- **Activity**
Down to the last line, output the records below exactly.

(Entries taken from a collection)

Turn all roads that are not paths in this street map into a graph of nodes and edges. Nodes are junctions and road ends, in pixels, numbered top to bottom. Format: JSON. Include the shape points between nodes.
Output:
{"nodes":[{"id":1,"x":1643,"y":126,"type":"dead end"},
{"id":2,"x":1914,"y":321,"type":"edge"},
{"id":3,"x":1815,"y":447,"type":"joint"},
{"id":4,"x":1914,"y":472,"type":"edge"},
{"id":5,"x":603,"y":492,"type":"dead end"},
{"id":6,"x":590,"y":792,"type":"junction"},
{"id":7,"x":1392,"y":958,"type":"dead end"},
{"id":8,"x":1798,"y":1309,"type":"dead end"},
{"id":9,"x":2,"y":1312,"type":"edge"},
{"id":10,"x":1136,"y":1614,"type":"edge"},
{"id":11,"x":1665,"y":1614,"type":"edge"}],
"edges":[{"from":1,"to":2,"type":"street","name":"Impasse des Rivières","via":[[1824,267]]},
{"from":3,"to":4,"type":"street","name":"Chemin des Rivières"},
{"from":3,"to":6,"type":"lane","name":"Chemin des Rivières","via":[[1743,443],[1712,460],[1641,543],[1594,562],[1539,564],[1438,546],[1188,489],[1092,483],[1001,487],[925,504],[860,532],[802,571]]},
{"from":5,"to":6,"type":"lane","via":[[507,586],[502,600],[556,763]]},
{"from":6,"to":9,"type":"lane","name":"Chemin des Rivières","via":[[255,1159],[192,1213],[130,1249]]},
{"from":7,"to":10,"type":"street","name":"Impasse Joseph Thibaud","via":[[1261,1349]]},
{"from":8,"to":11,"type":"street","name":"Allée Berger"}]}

- **Your solution**
Turn all roads that are not paths in this street map into a graph of nodes and edges. Nodes are junctions and road ends, in pixels, numbered top to bottom. Format: JSON. Include the shape points between nodes.
Output:
{"nodes":[{"id":1,"x":1643,"y":126,"type":"dead end"},
{"id":2,"x":1914,"y":321,"type":"edge"},
{"id":3,"x":1815,"y":447,"type":"joint"},
{"id":4,"x":1914,"y":472,"type":"edge"},
{"id":5,"x":603,"y":492,"type":"dead end"},
{"id":6,"x":590,"y":792,"type":"junction"},
{"id":7,"x":1392,"y":958,"type":"dead end"},
{"id":8,"x":1798,"y":1309,"type":"dead end"},
{"id":9,"x":2,"y":1312,"type":"edge"},
{"id":10,"x":1136,"y":1614,"type":"edge"},
{"id":11,"x":1665,"y":1614,"type":"edge"}],
"edges":[{"from":1,"to":2,"type":"street","name":"Impasse des Rivières","via":[[1824,267]]},
{"from":3,"to":4,"type":"street","name":"Chemin des Rivières"},
{"from":3,"to":6,"type":"lane","name":"Chemin des Rivières","via":[[1743,443],[1712,460],[1641,543],[1594,562],[1539,564],[1438,546],[1188,489],[1092,483],[1001,487],[925,504],[860,532],[802,571]]},
{"from":5,"to":6,"type":"lane","via":[[507,586],[502,600],[556,763]]},
{"from":6,"to":9,"type":"lane","name":"Chemin des Rivières","via":[[255,1159],[192,1213],[130,1249]]},
{"from":7,"to":10,"type":"street","name":"Impasse Joseph Thibaud","via":[[1261,1349]]},
{"from":8,"to":11,"type":"street","name":"Allée Berger"}]}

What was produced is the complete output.